After first trying in England, he carried his interest to New York and followed fate through Glimpse’ doors. Oliver Morland outlines his journey from electrical engineer to Virtual and Augmented Reality developer at Glimpse in this week’s Glimpser Spotlight.


Selena: Give us a brief background about yourself in terms of education.

Oliver: I went to the University of Sheffield, which is in the Midlands of England. Sheffield is probably quite comparable to Pittsburgh in the USA. It’s an industrial city, which really tanked in the 80s, but it’s kind of coming back with high end manufacturing. And that’s all thanks to the university though, which has a very good reputation for engineering. And that is what I studied. Electrical engineering. And I was bored to tears.

Selena: How did you learn about the VR and AR space?

Oliver: Before I got to university, I had a summer job, and it was a job at a company that instilled very, very expensive home cinemas into very, very rich people’s houses. And my boss was very forward thinking. He was interested in virtual reality, back then the HTC Vive had just come out. It was a newest coolest VR thing.

So he bought one. One day he came in and said, “Hey, guys, I’ve got the coolest thing. Come to my house.” So we all went over to his lovely house, and there on the floor was this little black thing. The HTC Vive. And I was blown away. And I was wanting to get developing on it, but I never really had the time until the final year project where we could sort of choose what we wanted to do. I begged my professors. I was like, “Can I do something virtual reality?” And so I did, and I got a bit of experience, and that’s how I got into virtual reality.

Selena:How did you make your way to Glimpse?

Oliver: How did I get the job at Glimpse? Yeah, I ran away from England after my degree.

I got on the flight and landed, and then it was a bit of a “What now?” situation. I got myself a job at a British restaurant actually serving tea and crumpets. And around that time, I met a guy called Chris. There was this meetup that was happening around Bryant Park, and so I was like, “Oh, virtual reality education. I’m interested in that.”

 Chris was giving a pitch and then he was like, “We actually need some Unity developers. If anyone is a Unity developer, please speak up.” And I was like, “I’m not really Unity developer, but I did this VR thing back in England,” and he said, “All right, let’s have an interview.”

Selena: Now that you’re at Glimpse, tell me what you do exactly.

Oliver: A combination of creating new things or fixing broken things

Selena: I imagine being an AR and VR complicated. Is that the case?

Oliver: It’s not really. The history of programming, since it started, has been a case of not reinventing the wheel. The people who first started programming packaged up what they made into a library, and the next people packaged many libraries, and then many libraries. And so you ended up reusing stuff that other people have built.

The problem with reusing other people’s stuff is that, you can create projects that aren’t very flexible, because you’re dependent on the work that people have done.

 

“Often, it’s best to really get down back to first principles, and work out a solution from mathematical principles, and sometimes it can serve you better.”

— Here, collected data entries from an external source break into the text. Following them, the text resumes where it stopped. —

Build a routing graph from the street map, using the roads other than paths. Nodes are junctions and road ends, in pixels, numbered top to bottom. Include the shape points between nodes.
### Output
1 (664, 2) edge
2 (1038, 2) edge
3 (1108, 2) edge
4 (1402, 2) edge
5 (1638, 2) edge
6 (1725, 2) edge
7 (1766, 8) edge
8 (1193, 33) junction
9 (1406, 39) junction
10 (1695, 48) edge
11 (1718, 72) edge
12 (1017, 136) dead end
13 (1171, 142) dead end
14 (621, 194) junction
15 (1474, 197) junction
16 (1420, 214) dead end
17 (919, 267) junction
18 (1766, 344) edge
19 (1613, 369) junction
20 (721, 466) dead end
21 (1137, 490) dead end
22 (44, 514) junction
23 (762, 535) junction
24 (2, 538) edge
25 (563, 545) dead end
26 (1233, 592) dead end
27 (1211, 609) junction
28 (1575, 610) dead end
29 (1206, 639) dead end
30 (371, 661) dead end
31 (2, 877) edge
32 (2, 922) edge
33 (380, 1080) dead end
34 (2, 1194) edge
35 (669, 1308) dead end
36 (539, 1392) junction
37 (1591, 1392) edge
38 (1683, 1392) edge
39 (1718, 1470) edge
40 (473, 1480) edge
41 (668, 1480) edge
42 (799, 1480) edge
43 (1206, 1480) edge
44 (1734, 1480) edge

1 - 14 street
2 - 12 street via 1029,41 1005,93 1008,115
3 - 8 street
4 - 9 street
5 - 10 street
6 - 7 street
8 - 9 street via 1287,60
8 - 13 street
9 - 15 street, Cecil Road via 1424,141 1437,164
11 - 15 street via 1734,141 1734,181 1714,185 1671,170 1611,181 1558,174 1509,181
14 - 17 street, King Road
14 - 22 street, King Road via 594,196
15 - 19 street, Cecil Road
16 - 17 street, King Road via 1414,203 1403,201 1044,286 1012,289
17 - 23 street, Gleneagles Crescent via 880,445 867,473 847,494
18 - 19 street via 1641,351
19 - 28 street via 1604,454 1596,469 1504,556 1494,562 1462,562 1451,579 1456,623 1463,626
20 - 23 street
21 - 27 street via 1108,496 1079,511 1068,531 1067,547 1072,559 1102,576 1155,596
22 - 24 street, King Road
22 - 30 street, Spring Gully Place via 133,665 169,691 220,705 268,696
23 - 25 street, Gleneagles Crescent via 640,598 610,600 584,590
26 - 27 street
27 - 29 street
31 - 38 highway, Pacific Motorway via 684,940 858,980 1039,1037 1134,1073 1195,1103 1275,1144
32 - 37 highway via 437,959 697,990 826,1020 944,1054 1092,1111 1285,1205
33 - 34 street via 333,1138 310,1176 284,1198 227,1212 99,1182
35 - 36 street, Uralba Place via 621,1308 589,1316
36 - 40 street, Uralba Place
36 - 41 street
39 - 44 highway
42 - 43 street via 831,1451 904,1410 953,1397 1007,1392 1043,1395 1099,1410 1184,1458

Oliver Morland, Developer at The Glimpse Group

 

Selena: Which subsidiaries do you work for, or do you jump around?

Oliver: I used to work for Early Adopter, but Glimpse has recently restructured in order not to have each sub reinventing the wheel each time. They’ve bunched a lot of the developers together to create a sort of package of codes that will help for all the projects that we’re doing. The idea is that it will take less time and less effort to build new projects each time.

Selena: What’s it been like working during the COVID-19 pandemic?

Oliver: Work is a lot harder, because it’s harder to talk to people. Before, the fact that you’re working with other people kind of motivated your work. But there’s advantages as well.  No commute to work, an in New York, the commute could be pretty painful. And you don’t spend your time buying overpriced lunches at the local cafe. Instead, you can cook your own food. So I’d say at a quality of life point of view. It’s better. From a work point of view, it’s worse.

Selena: What does it mean to be a Glimpser?

Oliver: Being a Glimpser means you’re an adventurer. You’re a bit risky. You’re pressing on an industry that might or might now happen. A pioneer.

Selena:What does the future look like with AR and VR?

Oliver: Nobody knows. However, Virtual Reality is useful in some respects. Firstly, for games. Games in VR are awesome. It also doubles as a good training tool. Athletics. A use for specialized tasks.

In line with the uniqueness of Glimpse’ identity, Oliver’s atypical story of school to cross-border work spotlights just how diversified our Glimpers’ backgrounds truly are.